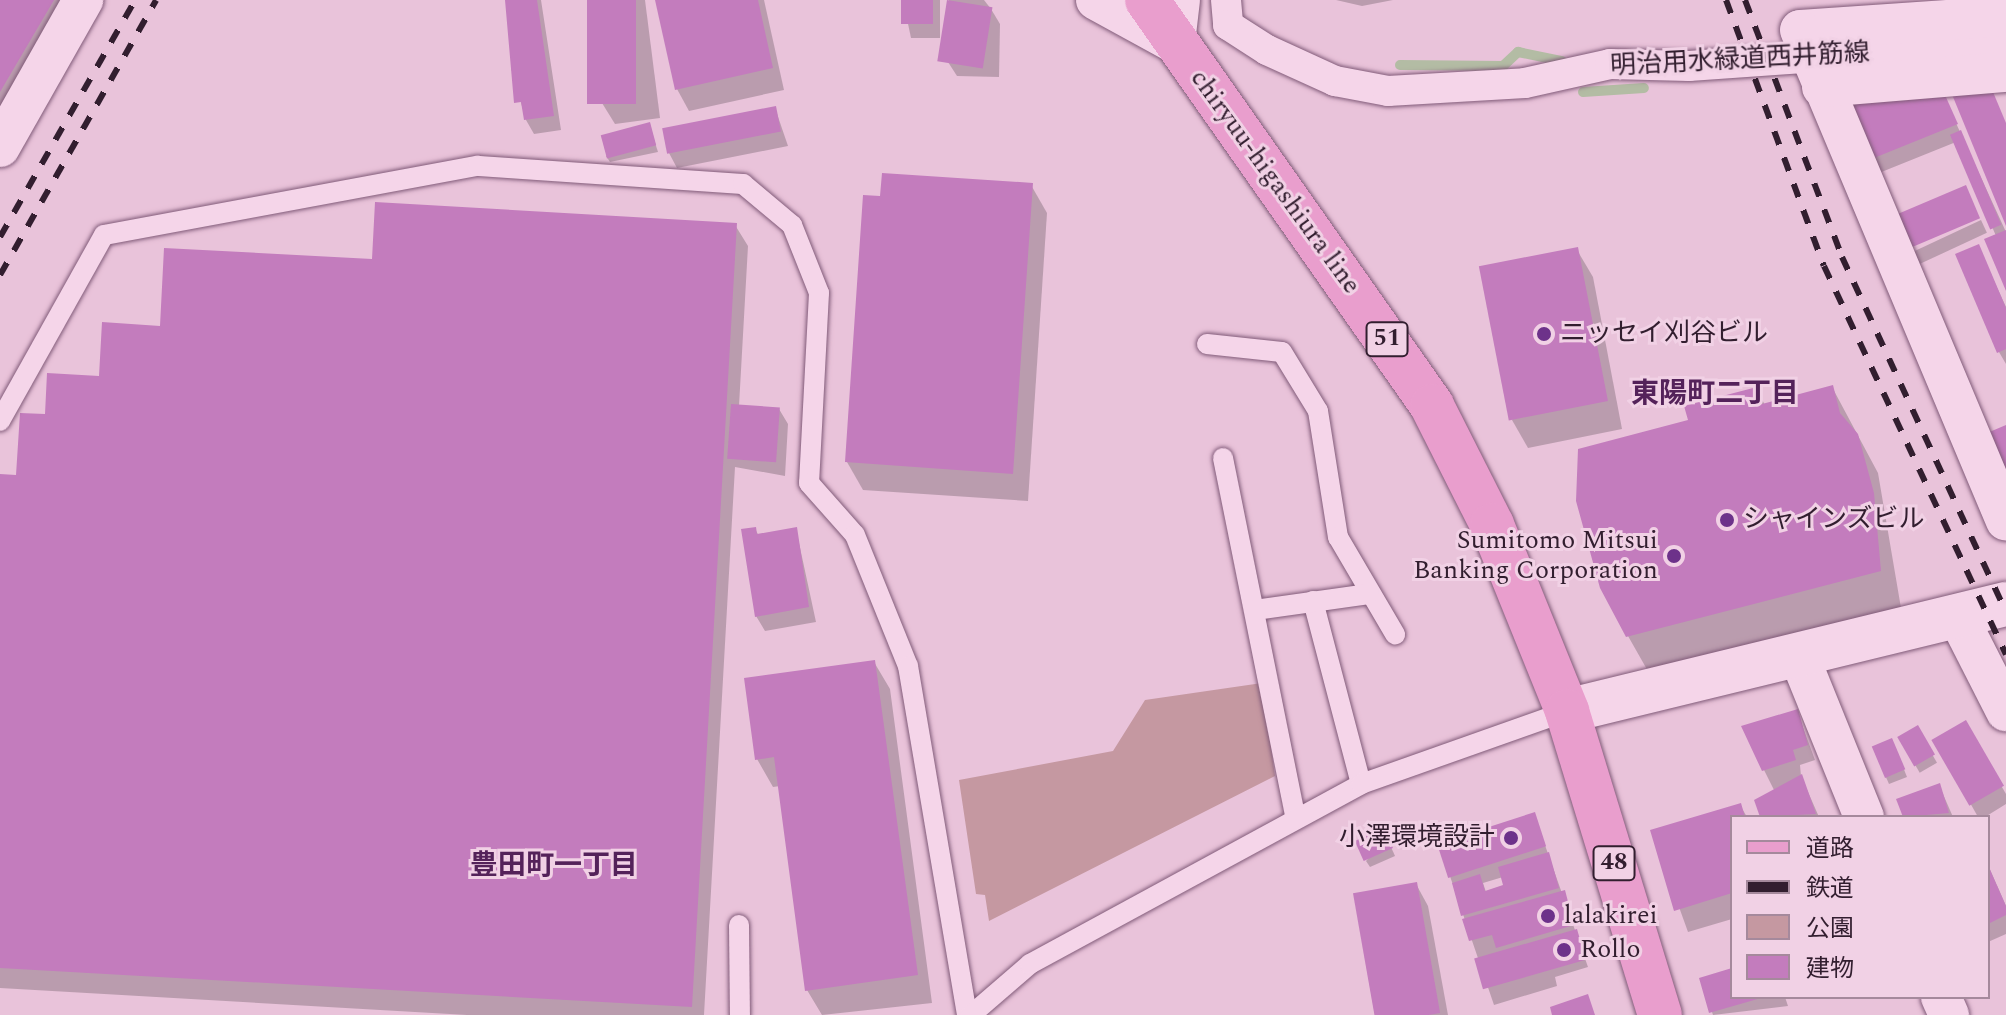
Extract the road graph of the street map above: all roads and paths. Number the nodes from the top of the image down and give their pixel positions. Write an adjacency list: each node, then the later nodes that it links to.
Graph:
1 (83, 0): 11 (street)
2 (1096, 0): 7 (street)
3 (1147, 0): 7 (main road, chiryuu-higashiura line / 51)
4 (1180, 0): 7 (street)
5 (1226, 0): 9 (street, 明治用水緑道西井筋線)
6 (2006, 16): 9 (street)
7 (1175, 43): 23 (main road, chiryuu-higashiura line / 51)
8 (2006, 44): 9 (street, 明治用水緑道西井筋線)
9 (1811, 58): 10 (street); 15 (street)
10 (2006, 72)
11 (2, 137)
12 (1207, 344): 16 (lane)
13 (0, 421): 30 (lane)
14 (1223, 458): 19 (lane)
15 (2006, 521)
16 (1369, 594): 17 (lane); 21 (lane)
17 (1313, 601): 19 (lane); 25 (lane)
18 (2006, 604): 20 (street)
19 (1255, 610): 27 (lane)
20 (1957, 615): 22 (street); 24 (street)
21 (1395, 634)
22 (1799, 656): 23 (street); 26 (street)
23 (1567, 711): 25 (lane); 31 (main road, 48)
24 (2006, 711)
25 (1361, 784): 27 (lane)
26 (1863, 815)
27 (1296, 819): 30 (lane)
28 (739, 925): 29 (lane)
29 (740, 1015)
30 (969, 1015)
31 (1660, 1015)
----
*WORK INSTRUCTIONS*. Write out the whole listing exactly, and drop the pictures.

*WRITTEN RESPONSE*.
Extract the road graph of the street map above: all roads and paths. Number the nodes from the top of the image down and give their pixel positions. Write an adjacency list: each node, then the later nodes that it links to.
Graph:
1 (83, 0): 11 (street)
2 (1096, 0): 7 (street)
3 (1147, 0): 7 (main road, chiryuu-higashiura line / 51)
4 (1180, 0): 7 (street)
5 (1226, 0): 9 (street, 明治用水緑道西井筋線)
6 (2006, 16): 9 (street)
7 (1175, 43): 23 (main road, chiryuu-higashiura line / 51)
8 (2006, 44): 9 (street, 明治用水緑道西井筋線)
9 (1811, 58): 10 (street); 15 (street)
10 (2006, 72)
11 (2, 137)
12 (1207, 344): 16 (lane)
13 (0, 421): 30 (lane)
14 (1223, 458): 19 (lane)
15 (2006, 521)
16 (1369, 594): 17 (lane); 21 (lane)
17 (1313, 601): 19 (lane); 25 (lane)
18 (2006, 604): 20 (street)
19 (1255, 610): 27 (lane)
20 (1957, 615): 22 (street); 24 (street)
21 (1395, 634)
22 (1799, 656): 23 (street); 26 (street)
23 (1567, 711): 25 (lane); 31 (main road, 48)
24 (2006, 711)
25 (1361, 784): 27 (lane)
26 (1863, 815)
27 (1296, 819): 30 (lane)
28 (739, 925): 29 (lane)
29 (740, 1015)
30 (969, 1015)
31 (1660, 1015)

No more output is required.